— Input data —
****

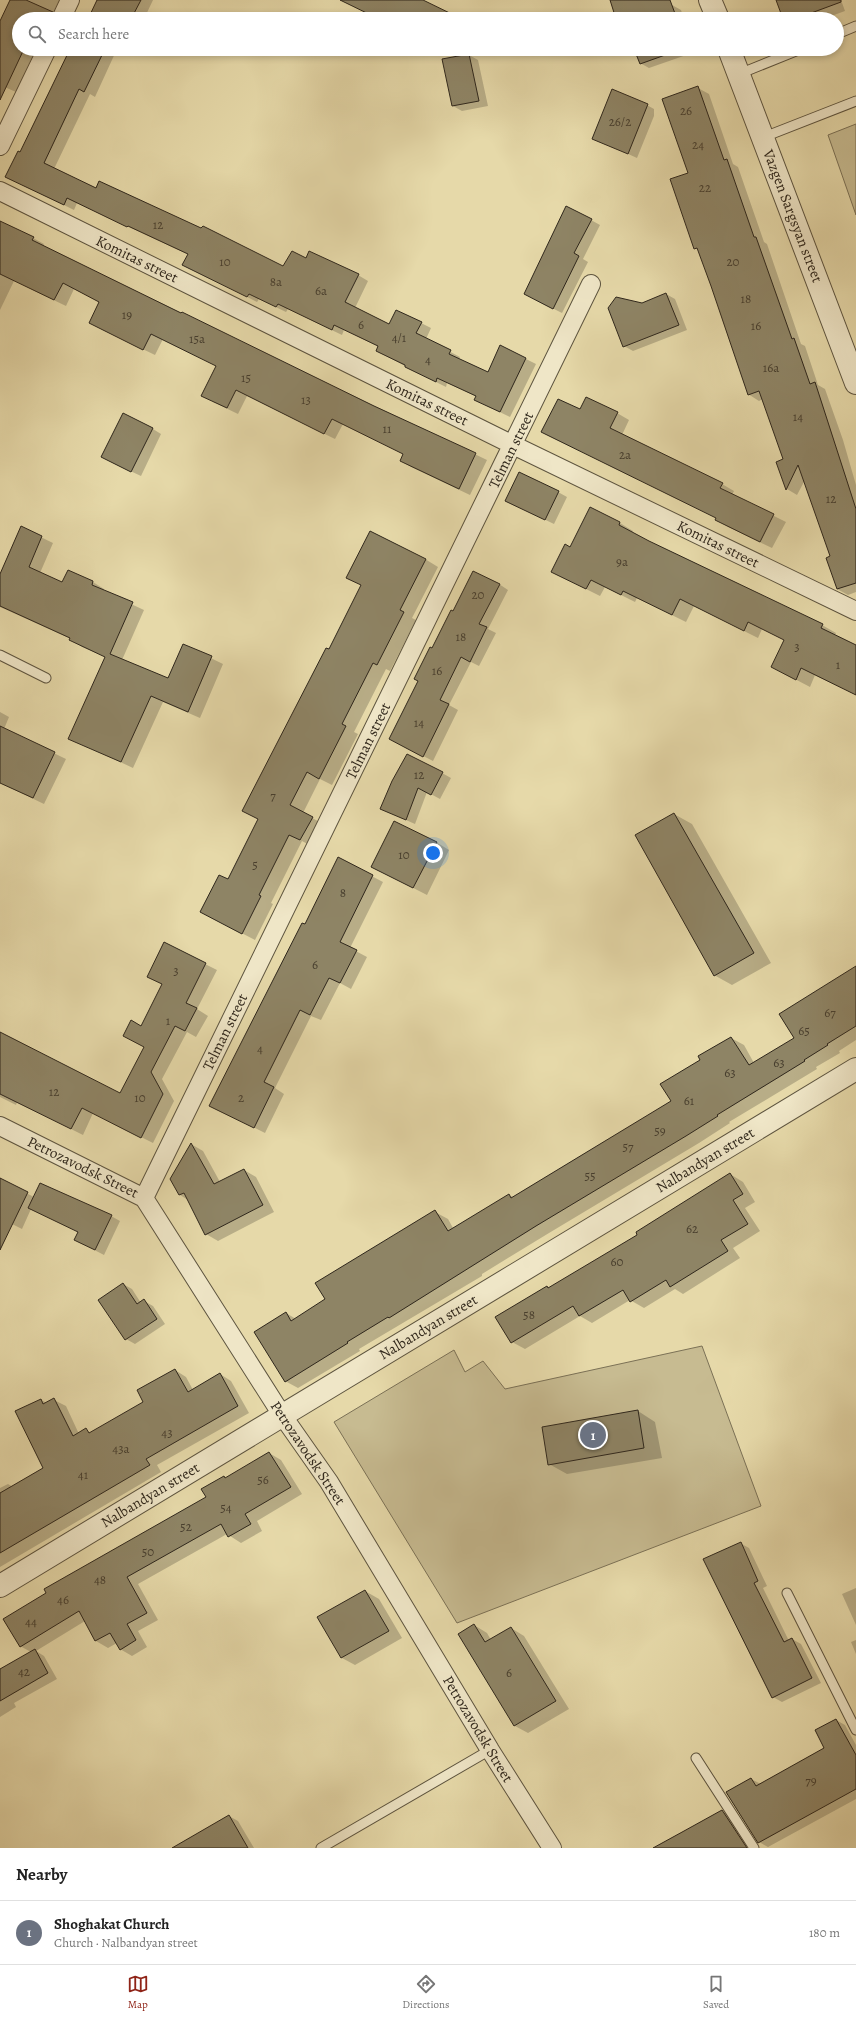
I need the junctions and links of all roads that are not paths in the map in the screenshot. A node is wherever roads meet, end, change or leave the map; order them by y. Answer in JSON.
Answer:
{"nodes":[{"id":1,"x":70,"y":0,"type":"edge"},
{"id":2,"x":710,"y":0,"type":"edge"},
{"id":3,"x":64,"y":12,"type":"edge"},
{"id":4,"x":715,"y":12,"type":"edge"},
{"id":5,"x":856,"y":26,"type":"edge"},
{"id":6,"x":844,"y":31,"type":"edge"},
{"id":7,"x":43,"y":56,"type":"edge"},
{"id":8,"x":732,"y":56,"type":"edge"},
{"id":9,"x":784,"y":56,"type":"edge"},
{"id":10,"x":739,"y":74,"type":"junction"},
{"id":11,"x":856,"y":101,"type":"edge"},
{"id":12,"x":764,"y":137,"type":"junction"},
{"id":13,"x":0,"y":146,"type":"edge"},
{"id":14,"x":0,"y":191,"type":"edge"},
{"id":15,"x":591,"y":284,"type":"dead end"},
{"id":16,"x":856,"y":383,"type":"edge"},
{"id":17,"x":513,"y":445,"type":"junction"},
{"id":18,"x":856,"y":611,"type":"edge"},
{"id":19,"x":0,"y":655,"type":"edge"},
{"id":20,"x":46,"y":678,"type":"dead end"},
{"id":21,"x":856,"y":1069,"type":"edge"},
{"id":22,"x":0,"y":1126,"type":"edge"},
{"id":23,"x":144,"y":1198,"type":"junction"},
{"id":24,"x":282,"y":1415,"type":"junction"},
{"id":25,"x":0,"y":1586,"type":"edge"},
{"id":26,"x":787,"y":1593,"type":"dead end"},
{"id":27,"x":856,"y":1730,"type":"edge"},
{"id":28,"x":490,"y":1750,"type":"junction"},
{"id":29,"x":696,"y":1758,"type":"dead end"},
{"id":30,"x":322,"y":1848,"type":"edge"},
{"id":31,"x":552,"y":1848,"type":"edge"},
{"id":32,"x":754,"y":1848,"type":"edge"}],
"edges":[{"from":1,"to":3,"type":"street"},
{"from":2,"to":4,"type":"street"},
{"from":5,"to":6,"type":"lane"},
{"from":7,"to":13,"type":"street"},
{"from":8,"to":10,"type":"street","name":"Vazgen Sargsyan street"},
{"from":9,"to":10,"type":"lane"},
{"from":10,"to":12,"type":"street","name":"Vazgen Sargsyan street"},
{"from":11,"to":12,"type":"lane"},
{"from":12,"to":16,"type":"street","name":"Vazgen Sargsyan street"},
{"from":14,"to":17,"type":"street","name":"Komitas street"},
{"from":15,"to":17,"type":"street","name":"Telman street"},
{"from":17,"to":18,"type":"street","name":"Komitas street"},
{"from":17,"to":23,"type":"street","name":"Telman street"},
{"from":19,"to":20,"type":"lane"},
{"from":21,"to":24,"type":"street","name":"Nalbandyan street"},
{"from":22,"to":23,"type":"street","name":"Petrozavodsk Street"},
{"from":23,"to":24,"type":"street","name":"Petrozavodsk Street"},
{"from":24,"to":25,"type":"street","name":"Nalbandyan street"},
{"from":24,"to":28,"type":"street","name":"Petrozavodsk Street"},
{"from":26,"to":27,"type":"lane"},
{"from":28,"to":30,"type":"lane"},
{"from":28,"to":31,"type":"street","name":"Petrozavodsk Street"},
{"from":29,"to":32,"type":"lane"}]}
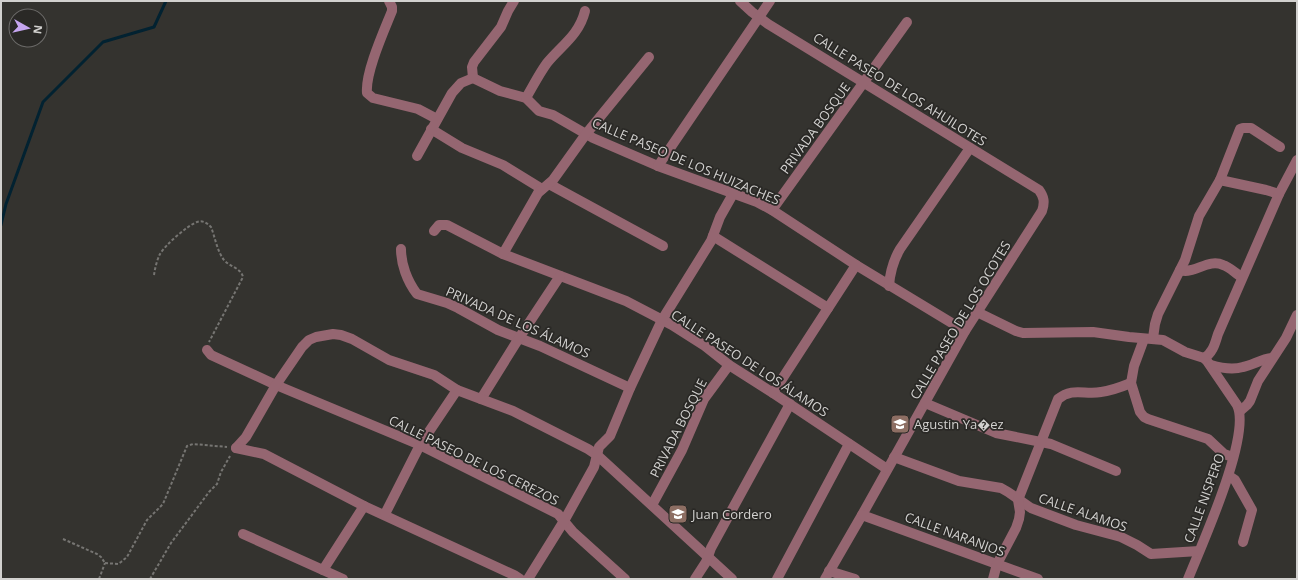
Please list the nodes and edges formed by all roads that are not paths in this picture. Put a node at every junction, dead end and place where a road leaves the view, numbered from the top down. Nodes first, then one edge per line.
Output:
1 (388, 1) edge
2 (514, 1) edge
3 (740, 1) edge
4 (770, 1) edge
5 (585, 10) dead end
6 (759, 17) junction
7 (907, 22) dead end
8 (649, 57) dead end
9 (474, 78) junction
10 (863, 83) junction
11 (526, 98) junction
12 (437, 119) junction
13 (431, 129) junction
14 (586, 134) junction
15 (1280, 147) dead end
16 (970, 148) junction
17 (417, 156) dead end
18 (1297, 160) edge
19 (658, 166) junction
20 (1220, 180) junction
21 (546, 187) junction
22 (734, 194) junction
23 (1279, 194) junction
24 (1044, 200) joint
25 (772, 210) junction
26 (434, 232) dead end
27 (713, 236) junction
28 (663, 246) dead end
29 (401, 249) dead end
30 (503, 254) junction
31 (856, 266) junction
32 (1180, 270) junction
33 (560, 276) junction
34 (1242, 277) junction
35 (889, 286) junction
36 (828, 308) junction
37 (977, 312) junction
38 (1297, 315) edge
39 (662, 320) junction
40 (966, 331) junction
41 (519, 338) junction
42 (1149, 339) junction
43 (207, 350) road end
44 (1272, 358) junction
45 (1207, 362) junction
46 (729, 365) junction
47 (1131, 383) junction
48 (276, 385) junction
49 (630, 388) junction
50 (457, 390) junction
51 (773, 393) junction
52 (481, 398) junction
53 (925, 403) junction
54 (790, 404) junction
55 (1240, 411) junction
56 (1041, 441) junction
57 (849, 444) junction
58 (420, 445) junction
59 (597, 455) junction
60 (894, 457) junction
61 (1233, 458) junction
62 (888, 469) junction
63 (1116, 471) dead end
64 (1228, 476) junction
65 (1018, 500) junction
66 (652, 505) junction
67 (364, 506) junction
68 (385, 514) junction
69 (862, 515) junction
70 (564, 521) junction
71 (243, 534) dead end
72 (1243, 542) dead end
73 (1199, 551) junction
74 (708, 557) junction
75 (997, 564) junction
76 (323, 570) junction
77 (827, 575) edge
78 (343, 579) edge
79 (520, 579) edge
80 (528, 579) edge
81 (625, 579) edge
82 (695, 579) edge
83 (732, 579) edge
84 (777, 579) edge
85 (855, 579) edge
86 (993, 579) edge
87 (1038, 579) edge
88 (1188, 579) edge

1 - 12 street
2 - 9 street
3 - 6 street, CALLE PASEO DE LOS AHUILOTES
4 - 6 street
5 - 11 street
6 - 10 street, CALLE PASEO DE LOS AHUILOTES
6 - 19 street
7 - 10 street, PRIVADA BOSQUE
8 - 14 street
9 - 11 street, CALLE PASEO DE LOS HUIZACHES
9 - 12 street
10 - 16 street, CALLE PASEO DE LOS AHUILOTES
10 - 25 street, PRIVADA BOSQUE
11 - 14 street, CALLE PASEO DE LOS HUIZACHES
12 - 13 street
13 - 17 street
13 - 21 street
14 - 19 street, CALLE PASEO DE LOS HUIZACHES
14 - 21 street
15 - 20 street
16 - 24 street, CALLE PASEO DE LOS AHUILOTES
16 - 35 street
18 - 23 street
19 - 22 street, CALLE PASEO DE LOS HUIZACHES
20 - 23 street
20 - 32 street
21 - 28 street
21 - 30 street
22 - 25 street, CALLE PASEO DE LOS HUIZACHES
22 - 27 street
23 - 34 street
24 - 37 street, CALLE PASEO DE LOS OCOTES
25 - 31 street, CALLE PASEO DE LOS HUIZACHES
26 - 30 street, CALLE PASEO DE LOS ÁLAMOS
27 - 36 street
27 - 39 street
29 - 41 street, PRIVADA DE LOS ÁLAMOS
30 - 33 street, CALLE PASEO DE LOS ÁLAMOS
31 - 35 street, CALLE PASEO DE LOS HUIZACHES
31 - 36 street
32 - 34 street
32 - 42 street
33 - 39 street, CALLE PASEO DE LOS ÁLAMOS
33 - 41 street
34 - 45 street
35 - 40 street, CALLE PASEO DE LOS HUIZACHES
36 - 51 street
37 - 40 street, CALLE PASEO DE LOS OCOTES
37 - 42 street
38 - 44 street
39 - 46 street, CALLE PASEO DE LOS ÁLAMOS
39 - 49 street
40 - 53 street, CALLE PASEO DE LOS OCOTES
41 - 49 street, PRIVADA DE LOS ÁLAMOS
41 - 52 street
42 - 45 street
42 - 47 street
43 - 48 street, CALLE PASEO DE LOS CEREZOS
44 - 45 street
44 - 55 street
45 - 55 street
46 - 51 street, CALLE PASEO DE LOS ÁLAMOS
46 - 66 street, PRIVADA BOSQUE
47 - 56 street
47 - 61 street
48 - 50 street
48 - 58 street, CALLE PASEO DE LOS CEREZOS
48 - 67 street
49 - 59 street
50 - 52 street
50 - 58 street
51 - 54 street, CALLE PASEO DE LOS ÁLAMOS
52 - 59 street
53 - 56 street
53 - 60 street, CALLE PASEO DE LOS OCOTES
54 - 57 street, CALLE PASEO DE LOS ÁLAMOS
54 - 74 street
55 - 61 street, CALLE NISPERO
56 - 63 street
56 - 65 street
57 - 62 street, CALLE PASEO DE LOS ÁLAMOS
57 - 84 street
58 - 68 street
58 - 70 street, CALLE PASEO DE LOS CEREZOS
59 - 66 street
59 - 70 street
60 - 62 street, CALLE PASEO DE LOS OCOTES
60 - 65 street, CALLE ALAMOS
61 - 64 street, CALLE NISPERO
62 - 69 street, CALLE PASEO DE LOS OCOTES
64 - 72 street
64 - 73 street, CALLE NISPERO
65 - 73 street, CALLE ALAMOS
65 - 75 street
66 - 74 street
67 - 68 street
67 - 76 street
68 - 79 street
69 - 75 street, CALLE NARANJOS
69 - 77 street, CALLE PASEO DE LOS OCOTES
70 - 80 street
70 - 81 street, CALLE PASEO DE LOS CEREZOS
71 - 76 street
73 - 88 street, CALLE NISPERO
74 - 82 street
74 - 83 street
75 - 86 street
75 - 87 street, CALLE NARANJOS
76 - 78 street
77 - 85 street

****

— Task to complete —
In the records above, find every line that contains the word "HUIZACHES" and copy it.

— Answer for the task —
9 - 11 street, CALLE PASEO DE LOS HUIZACHES
11 - 14 street, CALLE PASEO DE LOS HUIZACHES
14 - 19 street, CALLE PASEO DE LOS HUIZACHES
19 - 22 street, CALLE PASEO DE LOS HUIZACHES
22 - 25 street, CALLE PASEO DE LOS HUIZACHES
25 - 31 street, CALLE PASEO DE LOS HUIZACHES
31 - 35 street, CALLE PASEO DE LOS HUIZACHES
35 - 40 street, CALLE PASEO DE LOS HUIZACHES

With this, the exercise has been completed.